Film yayınlandığı dönem itibarıyla öyle bir sansasyon etkisi yaratmıştır ki, içerisindeki şiddet ve seksi özendiren Alex'in çetesinden Londra'da çokça türemiş ve toplum sağlığı bundan zarar görmüştür. Yani Londra'da, insanlara şiddet uygulayan ve tecavüz eden gruplar türemiştir. Bu sebeple günümüzde bile filmin İngiltere'de ve Amerika'da yayınlanması yasaktır.
BARRY LYNDON / 1975
Film, 18.yy Avrupa'sı burjuvazisini harika anlatır. Klasik figürlerle ve çırpınmaya başlayan sınıflarla büyükten küçüğe yaşanan hikayeler trajedinin ana konusunu oluşturuyor. Biz de köylü Barry'nin burjuvazi klasmanı içerisinde yükselişine ve düşüşüne ağlamaklı gözlerle tanık oluyoruz.
Film, döneme uygun tipografisi, makyajlar, tablolar, karatlar değerindeki lale kokulu saray bahçeleri ve yitirilen hayatlardan oluşuyor.
THE SHINING (CİNNET/ 1980)
Stephen King’in aynı isimli romanından uyarlanan film, Kubrick’in en kült ve en harika filmlerinden biri olarak dikkat çekiyor. Hatta ölmeden önce izlenmesi gereken filmler listesinin üst sıralarında yer alıyor. Aslında filmin uyarlandığı romanı yazan Stephen King'in filmi beğenmedi, hatta bu yüzden Hollywood’a küstüğü söylenir.
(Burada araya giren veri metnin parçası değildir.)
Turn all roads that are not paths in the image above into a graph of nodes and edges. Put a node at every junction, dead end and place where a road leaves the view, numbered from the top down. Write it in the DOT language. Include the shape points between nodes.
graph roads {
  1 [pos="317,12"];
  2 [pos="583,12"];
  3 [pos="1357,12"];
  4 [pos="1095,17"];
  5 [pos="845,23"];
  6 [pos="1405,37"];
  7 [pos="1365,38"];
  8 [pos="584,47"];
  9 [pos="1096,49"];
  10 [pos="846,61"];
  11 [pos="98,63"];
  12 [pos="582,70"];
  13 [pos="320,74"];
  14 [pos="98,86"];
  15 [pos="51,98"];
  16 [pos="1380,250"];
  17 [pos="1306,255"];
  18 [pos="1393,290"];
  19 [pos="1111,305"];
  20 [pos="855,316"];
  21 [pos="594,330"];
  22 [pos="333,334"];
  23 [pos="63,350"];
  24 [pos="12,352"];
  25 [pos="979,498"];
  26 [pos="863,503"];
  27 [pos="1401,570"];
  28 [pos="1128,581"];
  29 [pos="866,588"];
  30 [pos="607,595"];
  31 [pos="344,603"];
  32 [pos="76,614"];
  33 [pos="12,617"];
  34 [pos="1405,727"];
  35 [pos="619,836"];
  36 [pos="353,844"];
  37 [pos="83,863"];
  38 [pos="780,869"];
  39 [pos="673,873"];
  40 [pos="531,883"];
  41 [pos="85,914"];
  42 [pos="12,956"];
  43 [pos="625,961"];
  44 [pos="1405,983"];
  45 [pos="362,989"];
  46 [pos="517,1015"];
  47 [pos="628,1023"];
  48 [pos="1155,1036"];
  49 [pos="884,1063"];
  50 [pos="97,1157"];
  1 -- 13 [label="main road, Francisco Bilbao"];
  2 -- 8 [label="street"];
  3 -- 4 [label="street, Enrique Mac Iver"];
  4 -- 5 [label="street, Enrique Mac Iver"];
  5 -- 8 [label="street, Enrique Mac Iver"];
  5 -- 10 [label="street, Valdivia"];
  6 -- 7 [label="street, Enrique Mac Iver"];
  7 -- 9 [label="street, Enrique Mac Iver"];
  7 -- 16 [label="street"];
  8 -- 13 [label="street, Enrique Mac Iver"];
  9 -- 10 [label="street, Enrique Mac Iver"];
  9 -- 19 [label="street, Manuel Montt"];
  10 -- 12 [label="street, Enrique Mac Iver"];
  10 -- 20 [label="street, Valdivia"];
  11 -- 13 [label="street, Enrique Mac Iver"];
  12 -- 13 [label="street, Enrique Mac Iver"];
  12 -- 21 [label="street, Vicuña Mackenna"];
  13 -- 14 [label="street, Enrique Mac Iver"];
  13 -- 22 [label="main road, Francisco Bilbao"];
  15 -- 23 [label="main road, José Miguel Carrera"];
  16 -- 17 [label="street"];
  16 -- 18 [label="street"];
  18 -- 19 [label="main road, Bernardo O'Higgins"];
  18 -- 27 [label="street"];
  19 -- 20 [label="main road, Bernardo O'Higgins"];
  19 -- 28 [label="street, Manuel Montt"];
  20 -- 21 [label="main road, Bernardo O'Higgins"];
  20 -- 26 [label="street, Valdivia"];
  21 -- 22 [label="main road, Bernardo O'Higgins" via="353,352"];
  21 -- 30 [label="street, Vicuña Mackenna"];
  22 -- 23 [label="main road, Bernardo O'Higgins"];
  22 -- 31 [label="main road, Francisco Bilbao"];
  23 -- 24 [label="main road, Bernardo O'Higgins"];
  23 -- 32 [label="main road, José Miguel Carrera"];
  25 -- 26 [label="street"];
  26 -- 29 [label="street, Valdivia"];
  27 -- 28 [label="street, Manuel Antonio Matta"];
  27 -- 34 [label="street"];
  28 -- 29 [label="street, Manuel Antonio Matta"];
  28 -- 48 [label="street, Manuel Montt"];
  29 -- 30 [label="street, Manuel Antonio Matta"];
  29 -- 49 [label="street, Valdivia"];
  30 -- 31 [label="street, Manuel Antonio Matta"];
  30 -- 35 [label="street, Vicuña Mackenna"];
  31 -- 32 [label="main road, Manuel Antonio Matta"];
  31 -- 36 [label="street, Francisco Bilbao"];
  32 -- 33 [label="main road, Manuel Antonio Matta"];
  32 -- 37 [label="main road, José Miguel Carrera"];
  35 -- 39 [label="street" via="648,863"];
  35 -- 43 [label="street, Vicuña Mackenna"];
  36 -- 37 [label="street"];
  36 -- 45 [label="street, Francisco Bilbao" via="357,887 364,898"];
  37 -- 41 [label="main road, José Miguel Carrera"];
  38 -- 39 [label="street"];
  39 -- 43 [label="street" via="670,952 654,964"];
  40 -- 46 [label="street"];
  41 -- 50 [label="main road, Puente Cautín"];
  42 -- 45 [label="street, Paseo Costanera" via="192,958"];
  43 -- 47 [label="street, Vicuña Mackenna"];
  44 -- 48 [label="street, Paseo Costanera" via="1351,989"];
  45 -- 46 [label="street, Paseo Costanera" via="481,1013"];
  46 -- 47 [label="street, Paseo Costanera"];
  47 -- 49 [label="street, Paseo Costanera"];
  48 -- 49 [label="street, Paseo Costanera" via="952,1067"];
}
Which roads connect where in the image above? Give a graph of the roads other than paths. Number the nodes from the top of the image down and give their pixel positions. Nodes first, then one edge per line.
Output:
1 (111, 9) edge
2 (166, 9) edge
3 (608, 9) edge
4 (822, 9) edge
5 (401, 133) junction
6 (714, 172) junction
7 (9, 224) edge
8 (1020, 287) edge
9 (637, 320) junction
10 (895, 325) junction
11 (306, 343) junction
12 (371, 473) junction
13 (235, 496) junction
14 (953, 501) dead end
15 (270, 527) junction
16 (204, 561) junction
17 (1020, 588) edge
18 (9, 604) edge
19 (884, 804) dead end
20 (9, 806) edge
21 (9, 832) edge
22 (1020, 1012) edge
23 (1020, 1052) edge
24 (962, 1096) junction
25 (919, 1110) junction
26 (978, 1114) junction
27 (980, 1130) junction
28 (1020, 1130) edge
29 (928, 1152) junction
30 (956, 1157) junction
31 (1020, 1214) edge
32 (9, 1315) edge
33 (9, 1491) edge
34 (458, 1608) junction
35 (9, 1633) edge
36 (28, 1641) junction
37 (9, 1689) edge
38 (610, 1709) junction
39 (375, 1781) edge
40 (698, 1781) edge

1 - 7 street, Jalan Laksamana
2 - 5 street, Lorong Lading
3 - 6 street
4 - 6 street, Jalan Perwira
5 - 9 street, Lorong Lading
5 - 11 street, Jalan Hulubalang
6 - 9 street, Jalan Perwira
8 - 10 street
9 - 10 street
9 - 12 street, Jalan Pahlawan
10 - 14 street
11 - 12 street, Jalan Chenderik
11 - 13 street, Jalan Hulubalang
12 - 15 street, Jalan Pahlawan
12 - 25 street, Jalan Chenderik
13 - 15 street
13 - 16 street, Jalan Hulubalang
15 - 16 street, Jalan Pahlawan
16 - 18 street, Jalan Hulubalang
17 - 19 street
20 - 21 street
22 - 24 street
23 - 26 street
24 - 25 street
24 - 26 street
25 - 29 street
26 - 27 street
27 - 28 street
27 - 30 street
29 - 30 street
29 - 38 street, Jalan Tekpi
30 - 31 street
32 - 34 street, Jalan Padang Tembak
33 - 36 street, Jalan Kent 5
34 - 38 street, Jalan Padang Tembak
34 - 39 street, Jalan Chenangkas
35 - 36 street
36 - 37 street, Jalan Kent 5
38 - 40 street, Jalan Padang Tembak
Filmdeki en dikkat çeken unsurlardan biri, kapı kırma sahnesinin 120 tekrarda çekilmesidir. Başrolde oynayan Jack Nicholson’un performansı için sadece “Harika” denebilir.
FULL METAL JACKET (1987)
Full Metal Jacket, Vietnam Savaşı sırasında yaşanan, duygusal, biçimsel, politik ve eğitimsel hataları dramatik bir şekilde ele alıyor.
2001 Uzay Macerası ve Otomatik Portakal filmlerinde oluğu gibi, bu film de harika bir girişle başlıyor. Devamında ise oldukça yürek burkan sahneler yer alıyor.
EYES WIDE SHUT (GÖZLERİ TAMAMEN KAPALI / 1999)
1999 yapımı film, efsane yönetmenin son eseridir. Filmin konusu ise, birçoğumuzun diline mizahi pelesenk olmuş İllüminati ile ilgili. Bu sebeple filmin yayınlanmasından 3 ay sonra ölen Kubrick'in ölümü şaibeli bulunur.
Filmin başrol oyuncuları Tom Cruise ve Nickole Kidman arasındaki seks sahnesinin 70 tekrarda çekildiği belirtiliyor. Filmde kadın erkek ilişkilerindeki psikoloji, uyuşturucu, AIDS üzerine yaklaşımlar zekice diyaloglar ve gerilim artırıcı piyano gelgitleriyle anlatılıyor.